## [DIRECTIONS]
Search the records for "Drive". Report every line where it occurs.
MATERIAL PROVIDED section start
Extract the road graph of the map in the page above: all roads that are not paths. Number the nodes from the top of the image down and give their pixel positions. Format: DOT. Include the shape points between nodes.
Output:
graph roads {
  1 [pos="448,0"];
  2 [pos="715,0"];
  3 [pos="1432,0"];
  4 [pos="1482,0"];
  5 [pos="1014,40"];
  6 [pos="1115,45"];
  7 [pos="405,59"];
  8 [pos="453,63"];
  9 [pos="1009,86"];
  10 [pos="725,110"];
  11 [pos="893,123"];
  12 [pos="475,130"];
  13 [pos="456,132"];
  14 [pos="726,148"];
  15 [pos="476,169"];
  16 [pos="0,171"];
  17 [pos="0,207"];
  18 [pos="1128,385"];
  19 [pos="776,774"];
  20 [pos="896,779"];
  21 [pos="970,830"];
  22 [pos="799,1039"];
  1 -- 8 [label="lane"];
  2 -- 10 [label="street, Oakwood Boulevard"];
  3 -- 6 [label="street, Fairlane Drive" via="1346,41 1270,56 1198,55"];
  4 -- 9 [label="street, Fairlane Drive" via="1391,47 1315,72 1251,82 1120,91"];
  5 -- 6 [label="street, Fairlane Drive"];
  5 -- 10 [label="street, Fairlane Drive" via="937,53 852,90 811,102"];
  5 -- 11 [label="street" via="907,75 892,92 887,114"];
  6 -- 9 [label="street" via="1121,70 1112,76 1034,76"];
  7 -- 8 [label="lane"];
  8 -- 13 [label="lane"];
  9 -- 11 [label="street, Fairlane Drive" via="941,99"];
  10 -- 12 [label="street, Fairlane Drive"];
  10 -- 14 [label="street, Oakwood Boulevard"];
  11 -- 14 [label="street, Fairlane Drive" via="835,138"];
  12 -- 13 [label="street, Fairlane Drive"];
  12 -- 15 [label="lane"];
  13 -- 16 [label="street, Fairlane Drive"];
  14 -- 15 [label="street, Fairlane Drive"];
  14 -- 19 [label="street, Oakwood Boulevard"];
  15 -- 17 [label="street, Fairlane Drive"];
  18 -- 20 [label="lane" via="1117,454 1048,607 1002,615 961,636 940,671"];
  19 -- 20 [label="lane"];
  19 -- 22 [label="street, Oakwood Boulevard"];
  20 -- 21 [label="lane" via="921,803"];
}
MATERIAL PROVIDED section end
## [ANSWER FOR THE TASK]
  3 -- 6 [label="street, Fairlane Drive" via="1346,41 1270,56 1198,55"];
  4 -- 9 [label="street, Fairlane Drive" via="1391,47 1315,72 1251,82 1120,91"];
  5 -- 6 [label="street, Fairlane Drive"];
  5 -- 10 [label="street, Fairlane Drive" via="937,53 852,90 811,102"];
  9 -- 11 [label="street, Fairlane Drive" via="941,99"];
  10 -- 12 [label="street, Fairlane Drive"];
  11 -- 14 [label="street, Fairlane Drive" via="835,138"];
  12 -- 13 [label="street, Fairlane Drive"];
  13 -- 16 [label="street, Fairlane Drive"];
  14 -- 15 [label="street, Fairlane Drive"];
  15 -- 17 [label="street, Fairlane Drive"];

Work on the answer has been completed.